▶ **Work instruction**
Retype all the records with nothing changed.

▶ **Data in this exercise**
■ ■ ■
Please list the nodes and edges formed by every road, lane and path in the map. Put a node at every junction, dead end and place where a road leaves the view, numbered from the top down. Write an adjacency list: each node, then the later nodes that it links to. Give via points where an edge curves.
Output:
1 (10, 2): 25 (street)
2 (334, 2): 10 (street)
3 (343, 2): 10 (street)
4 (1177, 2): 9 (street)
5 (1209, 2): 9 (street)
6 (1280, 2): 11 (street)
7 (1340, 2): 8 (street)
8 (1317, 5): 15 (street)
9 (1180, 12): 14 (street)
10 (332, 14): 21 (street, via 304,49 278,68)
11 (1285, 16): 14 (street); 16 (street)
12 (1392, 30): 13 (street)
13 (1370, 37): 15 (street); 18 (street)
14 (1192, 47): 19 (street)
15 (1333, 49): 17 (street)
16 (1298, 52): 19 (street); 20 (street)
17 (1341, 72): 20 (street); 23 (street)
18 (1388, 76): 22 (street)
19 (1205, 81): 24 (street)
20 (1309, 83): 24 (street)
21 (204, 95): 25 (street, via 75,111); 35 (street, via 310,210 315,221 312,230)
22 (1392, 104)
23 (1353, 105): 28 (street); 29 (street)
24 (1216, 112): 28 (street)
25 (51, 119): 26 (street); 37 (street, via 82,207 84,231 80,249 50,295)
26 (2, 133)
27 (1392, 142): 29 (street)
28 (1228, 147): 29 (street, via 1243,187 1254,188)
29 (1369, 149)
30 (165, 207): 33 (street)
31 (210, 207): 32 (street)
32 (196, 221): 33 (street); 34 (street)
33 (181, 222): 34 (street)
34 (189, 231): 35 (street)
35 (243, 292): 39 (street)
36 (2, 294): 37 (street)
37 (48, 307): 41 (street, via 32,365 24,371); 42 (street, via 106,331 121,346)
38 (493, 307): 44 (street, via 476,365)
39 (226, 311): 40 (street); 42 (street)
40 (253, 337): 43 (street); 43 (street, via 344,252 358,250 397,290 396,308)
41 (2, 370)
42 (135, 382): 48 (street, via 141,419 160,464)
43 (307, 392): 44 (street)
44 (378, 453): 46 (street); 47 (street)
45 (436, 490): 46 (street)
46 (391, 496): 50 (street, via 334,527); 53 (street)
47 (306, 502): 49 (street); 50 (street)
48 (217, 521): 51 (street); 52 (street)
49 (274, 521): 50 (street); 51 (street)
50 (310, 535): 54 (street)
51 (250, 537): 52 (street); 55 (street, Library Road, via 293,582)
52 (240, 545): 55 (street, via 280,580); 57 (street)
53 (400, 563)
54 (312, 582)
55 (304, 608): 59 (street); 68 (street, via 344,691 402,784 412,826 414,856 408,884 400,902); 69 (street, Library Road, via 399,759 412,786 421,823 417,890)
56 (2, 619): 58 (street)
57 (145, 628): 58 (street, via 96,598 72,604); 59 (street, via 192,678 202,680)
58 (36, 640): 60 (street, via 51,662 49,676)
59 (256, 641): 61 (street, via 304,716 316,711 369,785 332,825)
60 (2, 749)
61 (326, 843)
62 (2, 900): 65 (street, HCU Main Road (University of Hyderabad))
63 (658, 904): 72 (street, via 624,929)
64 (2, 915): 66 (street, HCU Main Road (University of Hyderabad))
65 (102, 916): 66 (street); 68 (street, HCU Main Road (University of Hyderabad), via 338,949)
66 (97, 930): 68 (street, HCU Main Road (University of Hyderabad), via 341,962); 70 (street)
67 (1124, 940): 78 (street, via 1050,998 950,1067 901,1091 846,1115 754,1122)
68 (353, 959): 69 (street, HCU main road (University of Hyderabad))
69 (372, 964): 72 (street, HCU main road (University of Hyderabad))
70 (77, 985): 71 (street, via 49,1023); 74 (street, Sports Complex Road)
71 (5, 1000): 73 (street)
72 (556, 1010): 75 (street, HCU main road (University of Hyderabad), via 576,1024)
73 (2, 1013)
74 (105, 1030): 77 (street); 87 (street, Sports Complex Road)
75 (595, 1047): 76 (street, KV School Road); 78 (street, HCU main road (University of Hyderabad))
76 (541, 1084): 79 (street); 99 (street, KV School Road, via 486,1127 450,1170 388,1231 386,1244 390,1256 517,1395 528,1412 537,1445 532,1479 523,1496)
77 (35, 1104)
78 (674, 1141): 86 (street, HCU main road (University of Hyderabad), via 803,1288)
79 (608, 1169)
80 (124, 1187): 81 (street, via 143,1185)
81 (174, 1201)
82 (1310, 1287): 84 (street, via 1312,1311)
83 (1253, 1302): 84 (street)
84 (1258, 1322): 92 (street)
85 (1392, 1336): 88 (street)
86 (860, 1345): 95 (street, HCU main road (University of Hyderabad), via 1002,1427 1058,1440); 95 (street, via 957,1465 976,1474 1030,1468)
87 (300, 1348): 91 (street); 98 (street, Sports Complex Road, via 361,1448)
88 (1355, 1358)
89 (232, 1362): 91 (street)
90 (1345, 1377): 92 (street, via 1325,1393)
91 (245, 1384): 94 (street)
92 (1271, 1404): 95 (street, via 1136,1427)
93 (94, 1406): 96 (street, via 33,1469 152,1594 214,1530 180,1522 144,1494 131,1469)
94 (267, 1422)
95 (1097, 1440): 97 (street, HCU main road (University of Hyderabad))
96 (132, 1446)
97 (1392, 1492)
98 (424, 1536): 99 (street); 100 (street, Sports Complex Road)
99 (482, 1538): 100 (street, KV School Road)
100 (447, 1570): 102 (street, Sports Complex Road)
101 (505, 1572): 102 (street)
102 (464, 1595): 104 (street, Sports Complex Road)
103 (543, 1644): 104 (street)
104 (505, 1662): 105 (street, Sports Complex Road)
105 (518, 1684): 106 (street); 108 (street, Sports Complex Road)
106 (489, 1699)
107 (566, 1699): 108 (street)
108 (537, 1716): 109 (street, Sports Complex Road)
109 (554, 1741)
■ ■ ■
▶ **Output of the task**
Please list the nodes and edges formed by every road, lane and path in the map. Put a node at every junction, dead end and place where a road leaves the view, numbered from the top down. Write an adjacency list: each node, then the later nodes that it links to. Give via points where an edge curves.
Output:
1 (10, 2): 25 (street)
2 (334, 2): 10 (street)
3 (343, 2): 10 (street)
4 (1177, 2): 9 (street)
5 (1209, 2): 9 (street)
6 (1280, 2): 11 (street)
7 (1340, 2): 8 (street)
8 (1317, 5): 15 (street)
9 (1180, 12): 14 (street)
10 (332, 14): 21 (street, via 304,49 278,68)
11 (1285, 16): 14 (street); 16 (street)
12 (1392, 30): 13 (street)
13 (1370, 37): 15 (street); 18 (street)
14 (1192, 47): 19 (street)
15 (1333, 49): 17 (street)
16 (1298, 52): 19 (street); 20 (street)
17 (1341, 72): 20 (street); 23 (street)
18 (1388, 76): 22 (street)
19 (1205, 81): 24 (street)
20 (1309, 83): 24 (street)
21 (204, 95): 25 (street, via 75,111); 35 (street, via 310,210 315,221 312,230)
22 (1392, 104)
23 (1353, 105): 28 (street); 29 (street)
24 (1216, 112): 28 (street)
25 (51, 119): 26 (street); 37 (street, via 82,207 84,231 80,249 50,295)
26 (2, 133)
27 (1392, 142): 29 (street)
28 (1228, 147): 29 (street, via 1243,187 1254,188)
29 (1369, 149)
30 (165, 207): 33 (street)
31 (210, 207): 32 (street)
32 (196, 221): 33 (street); 34 (street)
33 (181, 222): 34 (street)
34 (189, 231): 35 (street)
35 (243, 292): 39 (street)
36 (2, 294): 37 (street)
37 (48, 307): 41 (street, via 32,365 24,371); 42 (street, via 106,331 121,346)
38 (493, 307): 44 (street, via 476,365)
39 (226, 311): 40 (street); 42 (street)
40 (253, 337): 43 (street); 43 (street, via 344,252 358,250 397,290 396,308)
41 (2, 370)
42 (135, 382): 48 (street, via 141,419 160,464)
43 (307, 392): 44 (street)
44 (378, 453): 46 (street); 47 (street)
45 (436, 490): 46 (street)
46 (391, 496): 50 (street, via 334,527); 53 (street)
47 (306, 502): 49 (street); 50 (street)
48 (217, 521): 51 (street); 52 (street)
49 (274, 521): 50 (street); 51 (street)
50 (310, 535): 54 (street)
51 (250, 537): 52 (street); 55 (street, Library Road, via 293,582)
52 (240, 545): 55 (street, via 280,580); 57 (street)
53 (400, 563)
54 (312, 582)
55 (304, 608): 59 (street); 68 (street, via 344,691 402,784 412,826 414,856 408,884 400,902); 69 (street, Library Road, via 399,759 412,786 421,823 417,890)
56 (2, 619): 58 (street)
57 (145, 628): 58 (street, via 96,598 72,604); 59 (street, via 192,678 202,680)
58 (36, 640): 60 (street, via 51,662 49,676)
59 (256, 641): 61 (street, via 304,716 316,711 369,785 332,825)
60 (2, 749)
61 (326, 843)
62 (2, 900): 65 (street, HCU Main Road (University of Hyderabad))
63 (658, 904): 72 (street, via 624,929)
64 (2, 915): 66 (street, HCU Main Road (University of Hyderabad))
65 (102, 916): 66 (street); 68 (street, HCU Main Road (University of Hyderabad), via 338,949)
66 (97, 930): 68 (street, HCU Main Road (University of Hyderabad), via 341,962); 70 (street)
67 (1124, 940): 78 (street, via 1050,998 950,1067 901,1091 846,1115 754,1122)
68 (353, 959): 69 (street, HCU main road (University of Hyderabad))
69 (372, 964): 72 (street, HCU main road (University of Hyderabad))
70 (77, 985): 71 (street, via 49,1023); 74 (street, Sports Complex Road)
71 (5, 1000): 73 (street)
72 (556, 1010): 75 (street, HCU main road (University of Hyderabad), via 576,1024)
73 (2, 1013)
74 (105, 1030): 77 (street); 87 (street, Sports Complex Road)
75 (595, 1047): 76 (street, KV School Road); 78 (street, HCU main road (University of Hyderabad))
76 (541, 1084): 79 (street); 99 (street, KV School Road, via 486,1127 450,1170 388,1231 386,1244 390,1256 517,1395 528,1412 537,1445 532,1479 523,1496)
77 (35, 1104)
78 (674, 1141): 86 (street, HCU main road (University of Hyderabad), via 803,1288)
79 (608, 1169)
80 (124, 1187): 81 (street, via 143,1185)
81 (174, 1201)
82 (1310, 1287): 84 (street, via 1312,1311)
83 (1253, 1302): 84 (street)
84 (1258, 1322): 92 (street)
85 (1392, 1336): 88 (street)
86 (860, 1345): 95 (street, HCU main road (University of Hyderabad), via 1002,1427 1058,1440); 95 (street, via 957,1465 976,1474 1030,1468)
87 (300, 1348): 91 (street); 98 (street, Sports Complex Road, via 361,1448)
88 (1355, 1358)
89 (232, 1362): 91 (street)
90 (1345, 1377): 92 (street, via 1325,1393)
91 (245, 1384): 94 (street)
92 (1271, 1404): 95 (street, via 1136,1427)
93 (94, 1406): 96 (street, via 33,1469 152,1594 214,1530 180,1522 144,1494 131,1469)
94 (267, 1422)
95 (1097, 1440): 97 (street, HCU main road (University of Hyderabad))
96 (132, 1446)
97 (1392, 1492)
98 (424, 1536): 99 (street); 100 (street, Sports Complex Road)
99 (482, 1538): 100 (street, KV School Road)
100 (447, 1570): 102 (street, Sports Complex Road)
101 (505, 1572): 102 (street)
102 (464, 1595): 104 (street, Sports Complex Road)
103 (543, 1644): 104 (street)
104 (505, 1662): 105 (street, Sports Complex Road)
105 (518, 1684): 106 (street); 108 (street, Sports Complex Road)
106 (489, 1699)
107 (566, 1699): 108 (street)
108 (537, 1716): 109 (street, Sports Complex Road)
109 (554, 1741)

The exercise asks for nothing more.